EL OFICIO DE GOBERNAR
Hay muy vieja literatura en el mundo sobre el oficio de gobernar. Libros de todo género se han escrito y difundido sobre las artes, escrito así, en plural, del gobierno. Pero no hay un recetario de validez universal que condense todas las reglas ni todas las variantes. Cada país, cada momento, cada sociedad, producen estilos, hábitos y formas que no pueden reducirse a sistematización. Es como el arte de la guerra. Como decía Sun Tzu, hay muchas maneras de guerrear.
Hay, sin embargo, un esencial punto de partida en cuanto al gobierno. Hay hombres de Estado y hombres de Gobierno, Son cosas bien distintas. El hombre de Gobierno tiene fines cercanos, cotidianos, inmediatos. La visión del estadista es diferente. Para usar una terminología de moda el hombre de Estado ha de tener macrovisión. Y el hombre de Gobierno, por muy inteligente que sea, está obligado a ejercitar la microvisión si quiere ser eficiente. La dualidad entre la Jefatura del Estado y la del Gobierno, la cual es hoy absoluta, obliga a confundir las dos visiones. Se sacrifica al hombre de Estado en beneficio del gobernante. Esto tiene una explicación histórica de la cual aparentemente, ya estamos comenzando a salir.
Los hombres de Estado que han ejercido real influencia en la historia han sido, al mismo tiempo, espíritus de reflexión. No se puede dirigir sin reflexionar previamente sobre las metas y los fines. No se puede confundir la ejecución con la elaboración de los conceptos que conducen a ella. A veces, especialmente en los países subdesarrollados, se confunde la eficiencia con la velocidad, la velocidad con la reflexión y la reflexión con la ejecución.
Hay un tiempo para pensar y otro para actuar. El tiempo de la acción puede ser rápido. Es más; la mayor parte de las veces el Estado y el Gobierno tienen que actuar con prontitud.

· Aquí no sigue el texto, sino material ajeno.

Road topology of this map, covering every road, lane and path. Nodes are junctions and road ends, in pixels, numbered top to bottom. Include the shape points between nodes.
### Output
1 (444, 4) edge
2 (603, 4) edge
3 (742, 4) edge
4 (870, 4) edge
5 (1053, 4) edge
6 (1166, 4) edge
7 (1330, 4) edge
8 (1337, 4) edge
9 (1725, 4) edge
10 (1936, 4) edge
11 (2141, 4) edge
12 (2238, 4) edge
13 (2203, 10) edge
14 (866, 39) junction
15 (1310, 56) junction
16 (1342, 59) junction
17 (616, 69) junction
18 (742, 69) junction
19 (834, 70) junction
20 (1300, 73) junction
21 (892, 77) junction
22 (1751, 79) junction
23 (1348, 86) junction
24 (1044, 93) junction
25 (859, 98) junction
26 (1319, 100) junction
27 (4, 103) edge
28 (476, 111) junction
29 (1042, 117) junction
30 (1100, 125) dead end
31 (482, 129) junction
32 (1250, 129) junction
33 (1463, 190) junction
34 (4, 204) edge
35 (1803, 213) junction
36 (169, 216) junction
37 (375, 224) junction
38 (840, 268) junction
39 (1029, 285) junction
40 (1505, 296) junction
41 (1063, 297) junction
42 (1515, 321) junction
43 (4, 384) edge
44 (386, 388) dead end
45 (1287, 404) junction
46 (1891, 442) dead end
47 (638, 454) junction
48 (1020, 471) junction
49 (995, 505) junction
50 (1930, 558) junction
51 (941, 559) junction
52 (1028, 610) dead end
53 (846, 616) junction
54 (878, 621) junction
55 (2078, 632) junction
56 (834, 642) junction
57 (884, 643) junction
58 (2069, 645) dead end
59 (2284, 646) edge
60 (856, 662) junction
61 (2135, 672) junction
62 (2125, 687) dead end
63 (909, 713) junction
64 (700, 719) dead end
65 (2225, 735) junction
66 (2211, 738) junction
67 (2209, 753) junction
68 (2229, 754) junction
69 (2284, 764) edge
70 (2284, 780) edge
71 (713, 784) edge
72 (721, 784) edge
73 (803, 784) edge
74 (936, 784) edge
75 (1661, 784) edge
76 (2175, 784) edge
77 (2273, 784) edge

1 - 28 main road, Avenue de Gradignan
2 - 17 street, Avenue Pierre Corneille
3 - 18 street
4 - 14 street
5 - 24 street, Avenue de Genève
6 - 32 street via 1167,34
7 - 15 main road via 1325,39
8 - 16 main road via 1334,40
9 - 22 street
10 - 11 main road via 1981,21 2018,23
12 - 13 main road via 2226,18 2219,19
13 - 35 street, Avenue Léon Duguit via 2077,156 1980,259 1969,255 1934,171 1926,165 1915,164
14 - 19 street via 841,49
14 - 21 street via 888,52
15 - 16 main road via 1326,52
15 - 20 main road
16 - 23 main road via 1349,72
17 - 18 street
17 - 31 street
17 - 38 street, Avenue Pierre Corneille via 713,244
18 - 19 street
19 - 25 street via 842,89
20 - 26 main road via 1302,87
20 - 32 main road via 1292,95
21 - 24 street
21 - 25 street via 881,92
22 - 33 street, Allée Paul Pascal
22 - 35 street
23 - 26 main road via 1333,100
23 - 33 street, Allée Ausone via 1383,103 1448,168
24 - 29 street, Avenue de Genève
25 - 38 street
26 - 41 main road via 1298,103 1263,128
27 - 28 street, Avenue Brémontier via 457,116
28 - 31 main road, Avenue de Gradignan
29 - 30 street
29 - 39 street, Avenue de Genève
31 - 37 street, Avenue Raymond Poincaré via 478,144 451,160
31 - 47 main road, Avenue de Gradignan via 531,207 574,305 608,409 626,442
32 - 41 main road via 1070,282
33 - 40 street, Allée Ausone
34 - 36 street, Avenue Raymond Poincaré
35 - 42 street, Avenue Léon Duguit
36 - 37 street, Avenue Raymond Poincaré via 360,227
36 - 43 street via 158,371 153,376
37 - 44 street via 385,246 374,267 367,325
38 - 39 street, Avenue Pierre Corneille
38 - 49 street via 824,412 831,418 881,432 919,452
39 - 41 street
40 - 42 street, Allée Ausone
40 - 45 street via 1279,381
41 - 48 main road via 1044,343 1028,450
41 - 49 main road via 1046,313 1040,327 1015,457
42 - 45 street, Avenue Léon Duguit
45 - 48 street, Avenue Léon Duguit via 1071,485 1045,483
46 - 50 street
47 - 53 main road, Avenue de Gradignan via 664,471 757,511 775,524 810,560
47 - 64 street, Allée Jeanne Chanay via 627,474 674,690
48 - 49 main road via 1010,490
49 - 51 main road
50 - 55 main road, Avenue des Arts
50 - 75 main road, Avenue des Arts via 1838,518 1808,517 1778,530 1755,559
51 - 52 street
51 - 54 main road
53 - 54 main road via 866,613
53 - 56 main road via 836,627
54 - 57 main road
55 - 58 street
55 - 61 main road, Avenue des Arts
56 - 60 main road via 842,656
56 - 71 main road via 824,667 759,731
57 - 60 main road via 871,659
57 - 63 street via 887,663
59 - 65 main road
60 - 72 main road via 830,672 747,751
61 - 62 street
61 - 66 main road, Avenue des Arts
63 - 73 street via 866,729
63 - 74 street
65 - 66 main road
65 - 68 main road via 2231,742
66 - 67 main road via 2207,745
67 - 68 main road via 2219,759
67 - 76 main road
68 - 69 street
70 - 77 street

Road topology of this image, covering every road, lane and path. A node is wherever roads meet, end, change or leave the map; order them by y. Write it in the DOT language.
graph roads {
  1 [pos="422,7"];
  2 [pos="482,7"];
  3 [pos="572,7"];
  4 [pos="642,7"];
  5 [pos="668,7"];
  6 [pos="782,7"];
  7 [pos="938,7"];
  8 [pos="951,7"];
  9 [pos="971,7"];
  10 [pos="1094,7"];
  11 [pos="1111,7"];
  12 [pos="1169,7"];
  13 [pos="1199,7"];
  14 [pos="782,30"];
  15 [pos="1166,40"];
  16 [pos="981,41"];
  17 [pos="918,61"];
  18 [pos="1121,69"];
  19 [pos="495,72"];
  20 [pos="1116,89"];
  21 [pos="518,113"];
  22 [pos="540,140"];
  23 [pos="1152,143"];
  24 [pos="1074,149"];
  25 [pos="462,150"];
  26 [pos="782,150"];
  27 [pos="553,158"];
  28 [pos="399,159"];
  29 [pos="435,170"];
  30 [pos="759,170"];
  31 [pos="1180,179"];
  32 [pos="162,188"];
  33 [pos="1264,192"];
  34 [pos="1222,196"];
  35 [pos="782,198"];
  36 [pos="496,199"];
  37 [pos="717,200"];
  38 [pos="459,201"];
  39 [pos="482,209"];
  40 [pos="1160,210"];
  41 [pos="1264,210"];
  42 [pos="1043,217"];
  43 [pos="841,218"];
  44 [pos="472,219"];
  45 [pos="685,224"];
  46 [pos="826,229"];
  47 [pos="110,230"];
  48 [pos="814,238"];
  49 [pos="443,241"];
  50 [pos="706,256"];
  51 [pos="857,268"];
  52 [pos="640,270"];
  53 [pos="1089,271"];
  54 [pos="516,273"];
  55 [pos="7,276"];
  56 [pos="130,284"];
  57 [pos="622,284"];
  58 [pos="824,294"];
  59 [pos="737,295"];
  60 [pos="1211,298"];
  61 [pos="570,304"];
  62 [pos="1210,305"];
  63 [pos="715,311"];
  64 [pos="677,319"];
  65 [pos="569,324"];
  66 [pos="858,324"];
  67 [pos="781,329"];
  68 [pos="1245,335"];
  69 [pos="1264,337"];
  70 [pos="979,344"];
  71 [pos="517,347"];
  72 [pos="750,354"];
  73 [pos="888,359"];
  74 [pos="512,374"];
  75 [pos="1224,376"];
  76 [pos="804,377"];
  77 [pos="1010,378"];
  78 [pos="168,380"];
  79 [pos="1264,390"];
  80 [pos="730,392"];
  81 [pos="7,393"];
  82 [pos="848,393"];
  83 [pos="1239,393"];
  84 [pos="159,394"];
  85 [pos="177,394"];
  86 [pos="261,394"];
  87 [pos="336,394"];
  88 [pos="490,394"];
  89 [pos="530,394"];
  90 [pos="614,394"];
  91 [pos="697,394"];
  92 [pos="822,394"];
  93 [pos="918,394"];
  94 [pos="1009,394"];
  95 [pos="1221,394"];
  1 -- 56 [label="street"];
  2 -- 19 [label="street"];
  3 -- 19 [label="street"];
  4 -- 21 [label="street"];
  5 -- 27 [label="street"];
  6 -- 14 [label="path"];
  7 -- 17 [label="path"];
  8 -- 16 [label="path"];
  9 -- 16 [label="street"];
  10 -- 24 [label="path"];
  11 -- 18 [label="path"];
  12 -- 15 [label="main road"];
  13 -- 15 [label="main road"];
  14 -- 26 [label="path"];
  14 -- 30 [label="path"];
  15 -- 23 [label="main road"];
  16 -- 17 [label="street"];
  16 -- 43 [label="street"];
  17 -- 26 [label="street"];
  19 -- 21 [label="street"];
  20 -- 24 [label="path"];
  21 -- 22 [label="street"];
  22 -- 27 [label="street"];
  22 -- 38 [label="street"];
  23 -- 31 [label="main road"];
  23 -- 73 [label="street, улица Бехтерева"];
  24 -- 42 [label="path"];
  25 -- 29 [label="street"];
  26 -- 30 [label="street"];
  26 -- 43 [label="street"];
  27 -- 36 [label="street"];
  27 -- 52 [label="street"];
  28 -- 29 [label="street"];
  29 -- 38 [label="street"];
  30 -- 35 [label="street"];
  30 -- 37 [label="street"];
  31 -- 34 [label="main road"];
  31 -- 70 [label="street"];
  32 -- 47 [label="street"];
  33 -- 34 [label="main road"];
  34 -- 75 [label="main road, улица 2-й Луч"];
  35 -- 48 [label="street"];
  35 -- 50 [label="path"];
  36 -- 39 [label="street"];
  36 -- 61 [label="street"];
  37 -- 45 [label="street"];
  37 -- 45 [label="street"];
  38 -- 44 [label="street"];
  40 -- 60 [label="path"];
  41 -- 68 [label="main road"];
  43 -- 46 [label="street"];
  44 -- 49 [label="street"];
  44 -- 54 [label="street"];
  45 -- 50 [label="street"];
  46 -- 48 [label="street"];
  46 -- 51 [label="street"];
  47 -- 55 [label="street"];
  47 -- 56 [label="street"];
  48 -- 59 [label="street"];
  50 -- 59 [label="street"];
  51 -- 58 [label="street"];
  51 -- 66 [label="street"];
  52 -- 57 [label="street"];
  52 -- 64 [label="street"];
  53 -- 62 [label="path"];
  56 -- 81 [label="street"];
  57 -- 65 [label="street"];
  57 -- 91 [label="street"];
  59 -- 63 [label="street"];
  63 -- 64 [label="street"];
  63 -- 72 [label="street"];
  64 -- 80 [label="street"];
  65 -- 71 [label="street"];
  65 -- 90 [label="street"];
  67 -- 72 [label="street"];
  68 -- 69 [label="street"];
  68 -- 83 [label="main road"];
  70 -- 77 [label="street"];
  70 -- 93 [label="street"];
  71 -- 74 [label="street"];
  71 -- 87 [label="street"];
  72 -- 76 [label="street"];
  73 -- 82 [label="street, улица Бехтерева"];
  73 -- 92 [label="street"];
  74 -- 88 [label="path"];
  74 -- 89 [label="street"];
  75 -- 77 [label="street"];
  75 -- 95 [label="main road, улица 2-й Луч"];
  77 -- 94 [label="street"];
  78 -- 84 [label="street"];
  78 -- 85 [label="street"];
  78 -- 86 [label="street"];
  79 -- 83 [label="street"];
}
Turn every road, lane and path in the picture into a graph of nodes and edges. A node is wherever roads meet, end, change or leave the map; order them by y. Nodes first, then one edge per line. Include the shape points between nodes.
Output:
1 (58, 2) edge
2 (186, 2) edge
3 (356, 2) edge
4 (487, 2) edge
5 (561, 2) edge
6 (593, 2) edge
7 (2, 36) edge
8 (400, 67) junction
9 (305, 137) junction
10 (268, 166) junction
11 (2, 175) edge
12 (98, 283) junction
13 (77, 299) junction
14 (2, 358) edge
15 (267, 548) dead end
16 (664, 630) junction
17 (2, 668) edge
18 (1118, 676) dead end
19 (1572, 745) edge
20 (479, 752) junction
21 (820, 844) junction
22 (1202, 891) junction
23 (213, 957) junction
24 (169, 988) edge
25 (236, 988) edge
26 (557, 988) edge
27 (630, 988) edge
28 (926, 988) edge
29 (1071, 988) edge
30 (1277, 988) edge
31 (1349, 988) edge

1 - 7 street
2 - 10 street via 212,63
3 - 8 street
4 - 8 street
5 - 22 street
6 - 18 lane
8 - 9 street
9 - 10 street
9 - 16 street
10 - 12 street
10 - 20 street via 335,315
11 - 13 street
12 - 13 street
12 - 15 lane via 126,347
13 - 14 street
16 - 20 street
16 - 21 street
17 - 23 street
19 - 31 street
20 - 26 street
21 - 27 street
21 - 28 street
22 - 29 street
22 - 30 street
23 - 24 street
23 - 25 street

Pero la prontitud de la acción o de la ejecución no excluyen, y al contrario exigen, la preparación a través de la reflexión. Son dos momentos psicológicos del hacer político complementarios pero no simultáneos.
El hecho fundamental de que el hombre de Estado deba ser al mismo tiempo un espíritu reflexivo lo obliga a cierto grado de aislamiento. En el gobernante se dan dos tipos de aislamiento. Uno, sobre el cual escribió admirables frases, en el comienzo de sus memorias, el presidente Pompidou, es el que rodea casi universalmente a los hombres que dirigen el mundo. Alrededor del nombre de Estado o del hombre de Gobierno se produce el aislamiento forzoso de la liturgia del mando. Se acercan al Jefe del Estado con más facilidad quienes quieren halagarlo y llevarle buenas noticias que los que se expresan con franqueza o asoman alguna crítica. Este es uno de los aislamientos más peligrosos porque se convierte en una soledad casi meteorológica. El gobernante, metido entre cortinas, ventanas cerradas, hoy con calefacción, escoltas, porteros y murallas humanas de toda naturaleza, permanece a veces ignorante inclusive de los cambios meteorológicos. No sabe a veces si llueve o si hace sol. Lo que le ocurre con el mundo social. Este es uno de los aislamientos del gobernante.
El otro aspecto del aislamiento es el que se deriva del oficio mismo de gobernar. En torno al gobernante se crea la clientela automática del asentimiento. Esto se acentúa bajo las monarquías de derecho divino y bajo las autocracias de todos los tipos. Pero también suele ocurrir, aunque en menor grado, en los regímenes democráticos. Estos últimos tienen la ventaja de los contrapesos del poder. El Parlamento, la prensa y los medios de comunicación libres, equilibran el volumen de docilidad mental generada por la presencia del gobernante y del Gobierno.